Set in the "everybody smokes" 70s, the film revolves around single mother Dorothea (Bening) as she raises and tries to *understand* her angsty teenage son Jamie (who she had when she was 40), played impressively by newcomer Zumann. Dorothea decides to enlist boarding roommate Abbie (Gerwig, in hip punk-rocker mode), and Jamie's friend and crush Julie (Fanning) to help teach Jamie "how to be a good man" ...whatever that means.

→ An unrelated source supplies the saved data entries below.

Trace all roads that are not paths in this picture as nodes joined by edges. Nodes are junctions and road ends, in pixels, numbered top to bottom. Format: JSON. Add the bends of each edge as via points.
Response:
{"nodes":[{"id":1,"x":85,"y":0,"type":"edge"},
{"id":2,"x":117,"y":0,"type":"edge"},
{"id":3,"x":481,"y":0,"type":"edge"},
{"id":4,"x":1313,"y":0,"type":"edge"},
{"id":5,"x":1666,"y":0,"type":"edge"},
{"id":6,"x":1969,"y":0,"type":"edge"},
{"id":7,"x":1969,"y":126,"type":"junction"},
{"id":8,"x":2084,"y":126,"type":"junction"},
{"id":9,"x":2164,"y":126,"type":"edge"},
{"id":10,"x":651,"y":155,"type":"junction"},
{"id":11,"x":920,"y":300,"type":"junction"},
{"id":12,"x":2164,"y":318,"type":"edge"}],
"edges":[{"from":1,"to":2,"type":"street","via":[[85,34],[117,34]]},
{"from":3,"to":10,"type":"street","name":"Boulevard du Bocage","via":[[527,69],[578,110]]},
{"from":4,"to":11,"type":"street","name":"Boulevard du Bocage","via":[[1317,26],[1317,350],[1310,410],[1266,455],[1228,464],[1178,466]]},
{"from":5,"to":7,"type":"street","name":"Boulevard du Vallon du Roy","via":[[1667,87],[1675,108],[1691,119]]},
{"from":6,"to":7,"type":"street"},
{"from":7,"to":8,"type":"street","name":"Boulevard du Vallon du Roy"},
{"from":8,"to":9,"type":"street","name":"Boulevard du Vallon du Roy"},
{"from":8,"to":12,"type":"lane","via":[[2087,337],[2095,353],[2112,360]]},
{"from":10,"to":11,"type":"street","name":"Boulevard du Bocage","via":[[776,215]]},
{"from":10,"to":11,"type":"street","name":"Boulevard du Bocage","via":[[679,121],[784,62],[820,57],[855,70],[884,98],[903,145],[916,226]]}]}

Leaning on the musical influences of Black Flag and Buzzcocks rather than Zeppelin or The Stones, the sharp script here is full of brash yet substantial dialogue, exploring the complicated world, sociopolitical shifts, identity, and most of all--womanhood. The richly developed characters are all greatly performed. Annette Bening shines at the center, feeling so human and organic--her facial expressions do wonders. Greta Gerwig often sneaks in to steal the show (any movie with a scene of her dancing is a winner in my book). Her character leads a hilarious dinner table scene where she attempts to break the 'hush hush' stigma of periods by getting everyone at the table to confidently say "MENSTRUATION."
The film's drifting pace makes it feel a bit longer than it actually is, but it's sort of fitting with the spirit and mood and deeply-detailed zeitgeist. 20th Century Women is a funny and melancholy slice of life at a significant time. It's about the things people do and the places they end up. I know that seems so broad, but it's also so specific. Oh, and it's about freedom ...whatever that means.